* Task instructions *
Each line of the listing where the string "Taman" appears is to be identified and copied.

* Records for the task *
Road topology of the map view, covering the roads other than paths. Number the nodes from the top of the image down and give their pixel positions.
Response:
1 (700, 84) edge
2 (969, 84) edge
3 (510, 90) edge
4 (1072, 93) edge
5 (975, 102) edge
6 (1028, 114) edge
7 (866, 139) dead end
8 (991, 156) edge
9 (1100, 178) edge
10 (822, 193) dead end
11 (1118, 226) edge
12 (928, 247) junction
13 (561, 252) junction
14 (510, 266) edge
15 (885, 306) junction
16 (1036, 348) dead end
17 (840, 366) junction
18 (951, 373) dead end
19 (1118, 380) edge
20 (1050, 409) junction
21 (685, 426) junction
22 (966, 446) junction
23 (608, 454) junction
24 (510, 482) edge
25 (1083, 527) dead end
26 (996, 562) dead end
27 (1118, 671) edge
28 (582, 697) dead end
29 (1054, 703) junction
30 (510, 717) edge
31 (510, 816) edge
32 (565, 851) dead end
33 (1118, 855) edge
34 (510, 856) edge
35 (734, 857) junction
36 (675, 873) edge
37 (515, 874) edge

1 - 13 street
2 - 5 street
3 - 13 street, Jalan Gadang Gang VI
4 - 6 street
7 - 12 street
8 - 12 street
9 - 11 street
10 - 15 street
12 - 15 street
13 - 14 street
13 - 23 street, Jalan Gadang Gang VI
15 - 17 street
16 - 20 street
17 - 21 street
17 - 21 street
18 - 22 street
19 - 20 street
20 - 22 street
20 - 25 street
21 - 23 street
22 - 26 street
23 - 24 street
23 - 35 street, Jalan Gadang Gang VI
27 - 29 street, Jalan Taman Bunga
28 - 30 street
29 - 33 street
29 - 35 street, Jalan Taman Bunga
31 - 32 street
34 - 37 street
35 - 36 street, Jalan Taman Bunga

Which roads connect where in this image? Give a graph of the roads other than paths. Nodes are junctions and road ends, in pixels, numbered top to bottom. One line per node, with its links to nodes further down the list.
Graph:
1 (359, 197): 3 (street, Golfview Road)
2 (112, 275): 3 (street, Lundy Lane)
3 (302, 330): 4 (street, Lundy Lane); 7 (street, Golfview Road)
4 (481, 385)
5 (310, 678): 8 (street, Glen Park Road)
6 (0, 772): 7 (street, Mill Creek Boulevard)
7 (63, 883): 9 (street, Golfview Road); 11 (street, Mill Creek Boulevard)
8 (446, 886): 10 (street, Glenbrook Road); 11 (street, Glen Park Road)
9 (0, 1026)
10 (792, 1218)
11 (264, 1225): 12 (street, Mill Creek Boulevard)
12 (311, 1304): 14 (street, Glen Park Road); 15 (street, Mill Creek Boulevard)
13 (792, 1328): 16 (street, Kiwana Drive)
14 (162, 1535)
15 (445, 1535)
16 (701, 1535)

* Completed task *
27 - 29 street, Jalan Taman Bunga
29 - 35 street, Jalan Taman Bunga
35 - 36 street, Jalan Taman Bunga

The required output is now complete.